WHAT TO WORK ON |
Return each line below exactly as it reads, and omit any image in it.

Stored items |
——

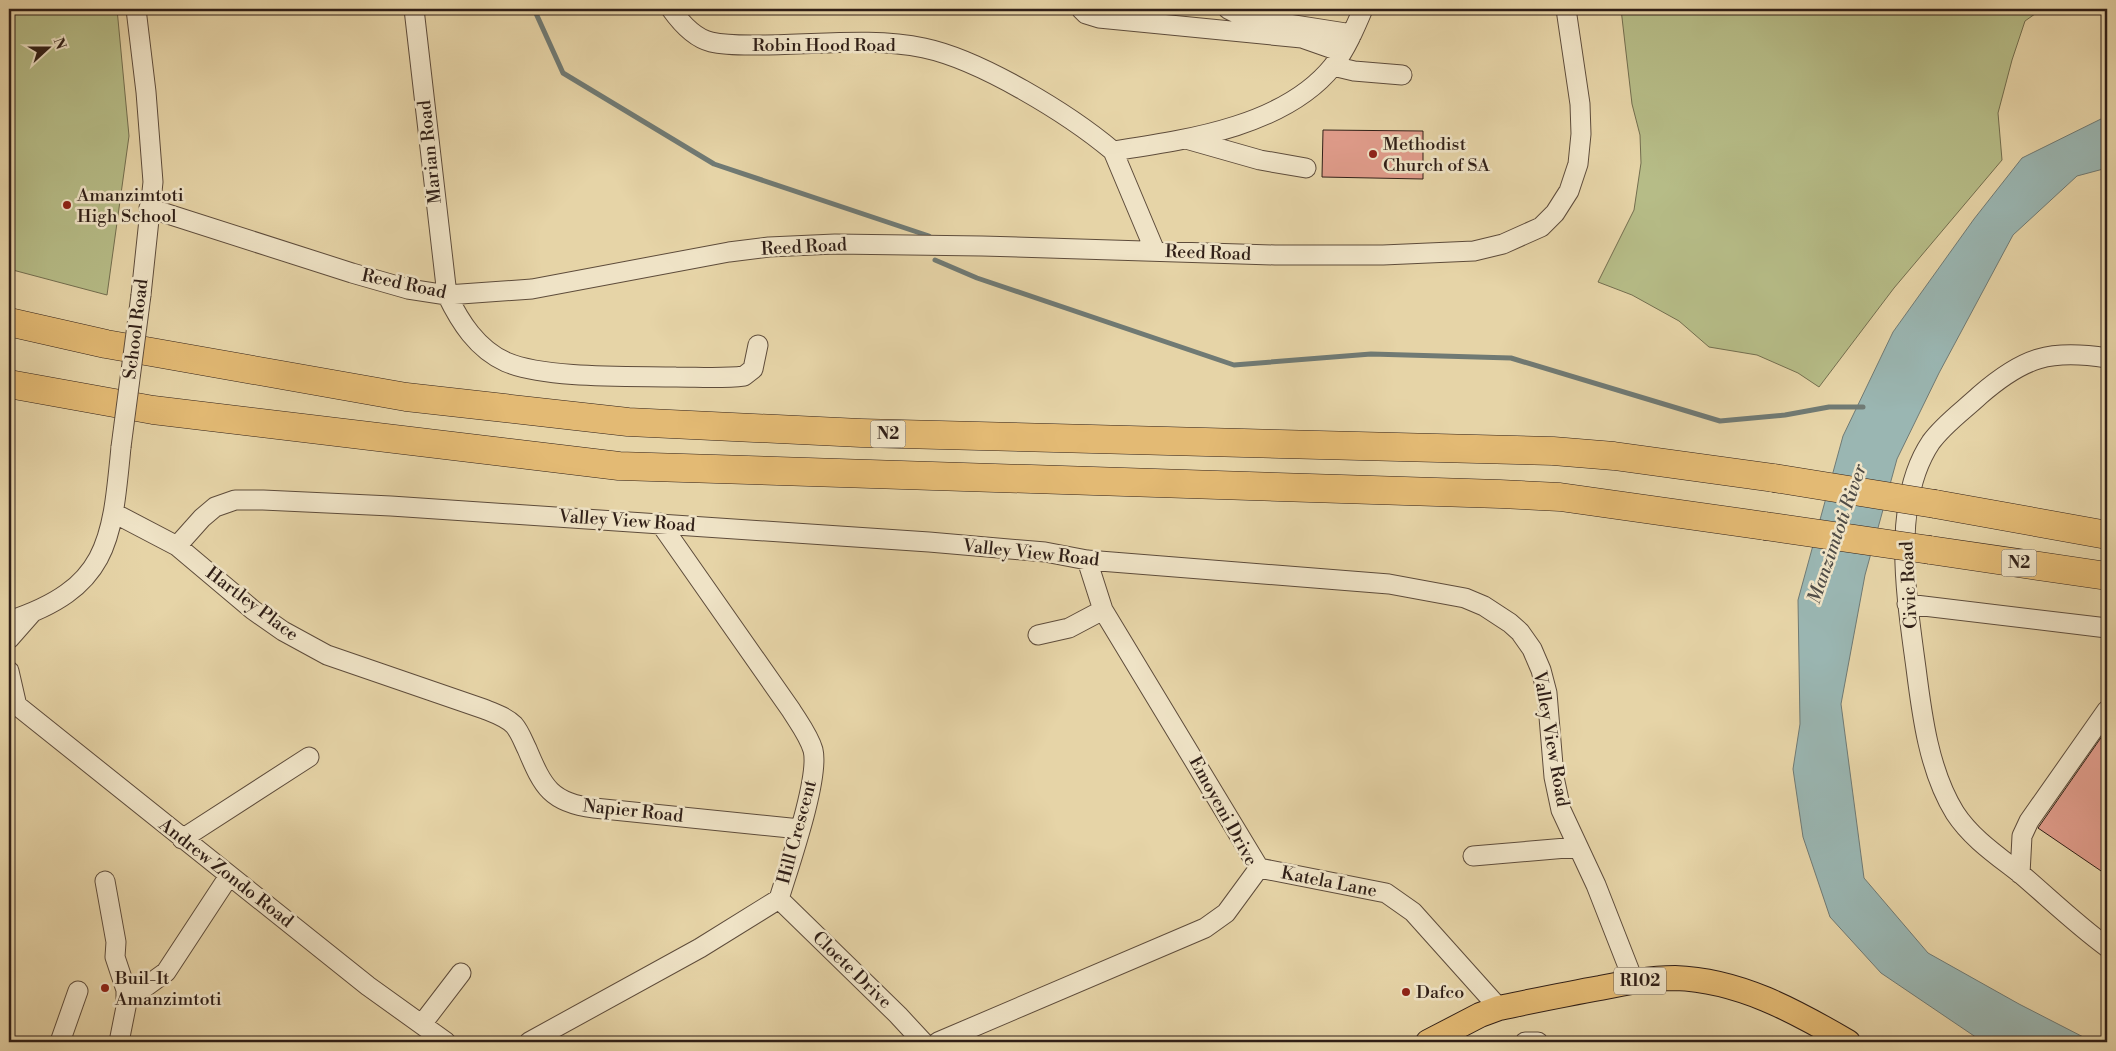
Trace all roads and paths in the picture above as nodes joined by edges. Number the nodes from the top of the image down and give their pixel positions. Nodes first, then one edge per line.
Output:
1 (136, 9) edge
2 (414, 9) edge
3 (671, 9) edge
4 (1081, 9) edge
5 (1228, 9) edge
6 (1363, 9) edge
7 (1566, 9) edge
8 (1352, 34) junction
9 (1337, 59) junction
10 (1402, 75) dead end
11 (1186, 139) junction
12 (1113, 151) junction
13 (1306, 168) dead end
14 (149, 208) junction
15 (1154, 251) junction
16 (446, 295) junction
17 (9, 322) edge
18 (758, 345) dead end
19 (2107, 358) edge
20 (9, 384) edge
21 (114, 512) junction
22 (660, 524) junction
23 (2107, 535) edge
24 (177, 546) junction
25 (1086, 560) junction
26 (2107, 576) edge
27 (1908, 604) junction
28 (1103, 610) junction
29 (2107, 628) edge
30 (1038, 636) dead end
31 (9, 637) edge
32 (9, 671) edge
33 (13, 702) edge
34 (484, 709) joint
35 (2107, 710) edge
36 (309, 757) dead end
37 (800, 829) junction
38 (182, 839) junction
39 (1578, 847) junction
40 (1473, 856) dead end
41 (1259, 868) junction
42 (2020, 874) junction
43 (229, 876) junction
44 (105, 881) dead end
45 (779, 899) junction
46 (2107, 947) edge
47 (461, 973) dead end
48 (1634, 982) junction
49 (78, 990) dead end
50 (126, 1001) junction
51 (1499, 1008) junction
52 (422, 1024) junction
53 (60, 1042) edge
54 (119, 1042) edge
55 (446, 1042) edge
56 (529, 1042) edge
57 (923, 1042) edge
58 (938, 1042) edge
59 (1428, 1042) edge
60 (1525, 1042) edge
61 (1538, 1042) edge
62 (1848, 1042) edge

1 - 14 street, School Road
2 - 16 street, Marian Road
3 - 12 street, Robin Hood Road
4 - 9 street
5 - 8 street
6 - 8 street
7 - 15 street, Reed Road
8 - 9 street
9 - 10 street
9 - 11 street
11 - 12 street
11 - 13 street
12 - 15 street
14 - 16 street, Reed Road
14 - 21 street, School Road, bridge
15 - 16 street, Reed Road
16 - 18 street
17 - 23 highway, N2, bridge
19 - 27 street, Civic Road
20 - 26 highway, N2, bridge
21 - 24 street, Hartley Place
21 - 31 street, School Road
22 - 24 street, Valley View Road
22 - 25 street, Valley View Road
22 - 37 street, Hill Crescent
24 - 34 street, Hartley Place
25 - 28 street, Emoyeni Drive
25 - 39 street, Valley View Road
27 - 29 street
27 - 42 street, Civic Road
28 - 30 street
28 - 41 street, Emoyeni Drive
32 - 33 street
33 - 38 street, Andrew Zondo Road
34 - 37 street, Napier Road
35 - 42 street
36 - 38 street
37 - 45 street, Hill Crescent
38 - 43 street, Andrew Zondo Road
39 - 40 street
39 - 48 street, Valley View Road
41 - 51 street, Katela Lane
41 - 58 street, Emoyeni Drive
42 - 46 street, Civic Road
43 - 50 street
43 - 52 street, Andrew Zondo Road
44 - 50 street
45 - 56 street, Hill Crescent
45 - 57 street, Cloete Drive
47 - 52 street
48 - 51 main road, R102
48 - 62 main road, R102
49 - 53 street
50 - 54 street
51 - 59 main road, R102
52 - 55 street, Andrew Zondo Road
60 - 61 street

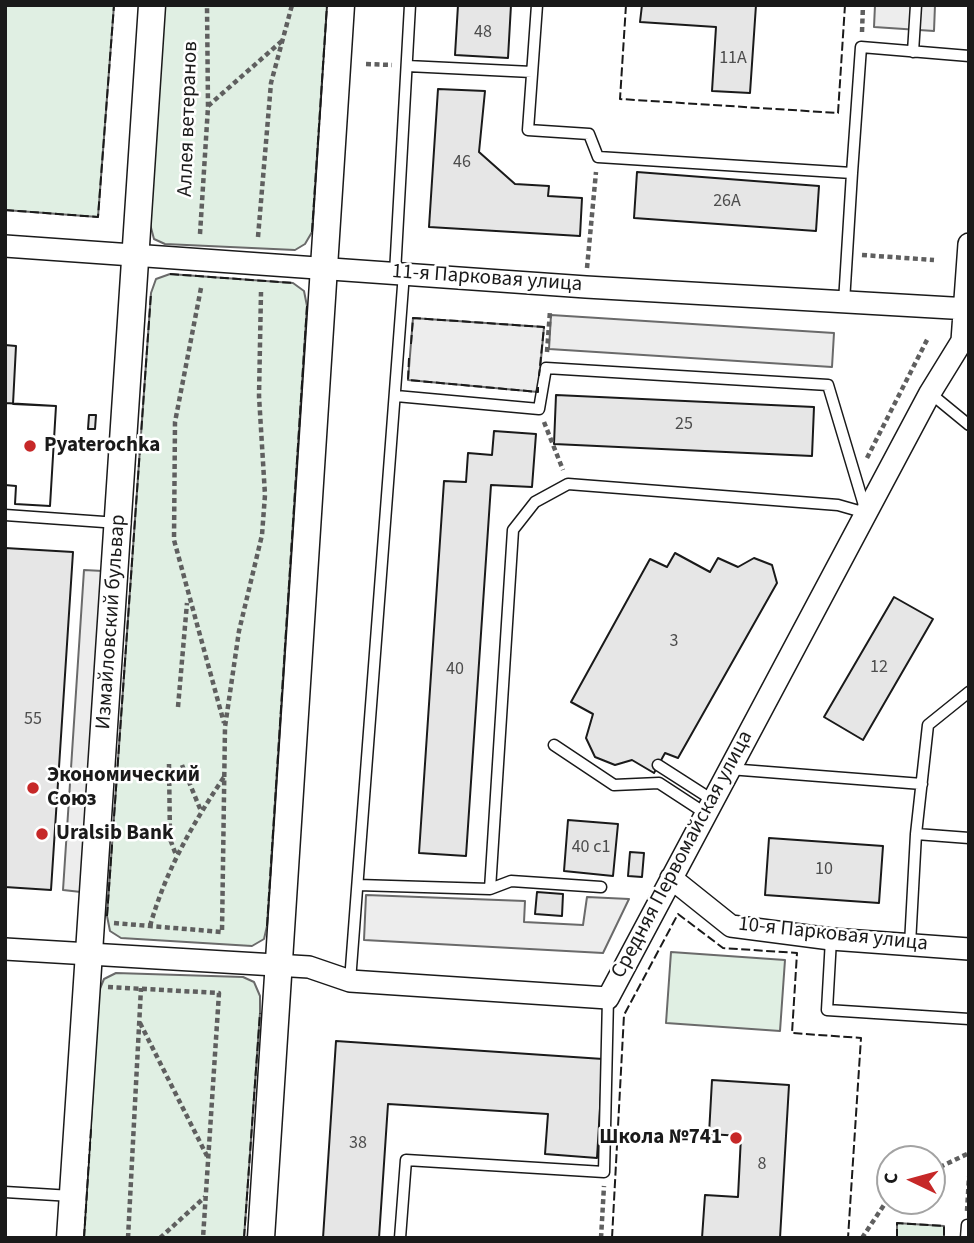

——

RESPONSE TO THIS TASK |
Trace all roads and paths in the picture above as nodes joined by edges. Number the nodes from the top of the image down and give their pixel positions. Nodes first, then one edge per line.
Output:
1 (136, 9) edge
2 (414, 9) edge
3 (671, 9) edge
4 (1081, 9) edge
5 (1228, 9) edge
6 (1363, 9) edge
7 (1566, 9) edge
8 (1352, 34) junction
9 (1337, 59) junction
10 (1402, 75) dead end
11 (1186, 139) junction
12 (1113, 151) junction
13 (1306, 168) dead end
14 (149, 208) junction
15 (1154, 251) junction
16 (446, 295) junction
17 (9, 322) edge
18 (758, 345) dead end
19 (2107, 358) edge
20 (9, 384) edge
21 (114, 512) junction
22 (660, 524) junction
23 (2107, 535) edge
24 (177, 546) junction
25 (1086, 560) junction
26 (2107, 576) edge
27 (1908, 604) junction
28 (1103, 610) junction
29 (2107, 628) edge
30 (1038, 636) dead end
31 (9, 637) edge
32 (9, 671) edge
33 (13, 702) edge
34 (484, 709) joint
35 (2107, 710) edge
36 (309, 757) dead end
37 (800, 829) junction
38 (182, 839) junction
39 (1578, 847) junction
40 (1473, 856) dead end
41 (1259, 868) junction
42 (2020, 874) junction
43 (229, 876) junction
44 (105, 881) dead end
45 (779, 899) junction
46 (2107, 947) edge
47 (461, 973) dead end
48 (1634, 982) junction
49 (78, 990) dead end
50 (126, 1001) junction
51 (1499, 1008) junction
52 (422, 1024) junction
53 (60, 1042) edge
54 (119, 1042) edge
55 (446, 1042) edge
56 (529, 1042) edge
57 (923, 1042) edge
58 (938, 1042) edge
59 (1428, 1042) edge
60 (1525, 1042) edge
61 (1538, 1042) edge
62 (1848, 1042) edge

1 - 14 street, School Road
2 - 16 street, Marian Road
3 - 12 street, Robin Hood Road
4 - 9 street
5 - 8 street
6 - 8 street
7 - 15 street, Reed Road
8 - 9 street
9 - 10 street
9 - 11 street
11 - 12 street
11 - 13 street
12 - 15 street
14 - 16 street, Reed Road
14 - 21 street, School Road, bridge
15 - 16 street, Reed Road
16 - 18 street
17 - 23 highway, N2, bridge
19 - 27 street, Civic Road
20 - 26 highway, N2, bridge
21 - 24 street, Hartley Place
21 - 31 street, School Road
22 - 24 street, Valley View Road
22 - 25 street, Valley View Road
22 - 37 street, Hill Crescent
24 - 34 street, Hartley Place
25 - 28 street, Emoyeni Drive
25 - 39 street, Valley View Road
27 - 29 street
27 - 42 street, Civic Road
28 - 30 street
28 - 41 street, Emoyeni Drive
32 - 33 street
33 - 38 street, Andrew Zondo Road
34 - 37 street, Napier Road
35 - 42 street
36 - 38 street
37 - 45 street, Hill Crescent
38 - 43 street, Andrew Zondo Road
39 - 40 street
39 - 48 street, Valley View Road
41 - 51 street, Katela Lane
41 - 58 street, Emoyeni Drive
42 - 46 street, Civic Road
43 - 50 street
43 - 52 street, Andrew Zondo Road
44 - 50 street
45 - 56 street, Hill Crescent
45 - 57 street, Cloete Drive
47 - 52 street
48 - 51 main road, R102
48 - 62 main road, R102
49 - 53 street
50 - 54 street
51 - 59 main road, R102
52 - 55 street, Andrew Zondo Road
60 - 61 street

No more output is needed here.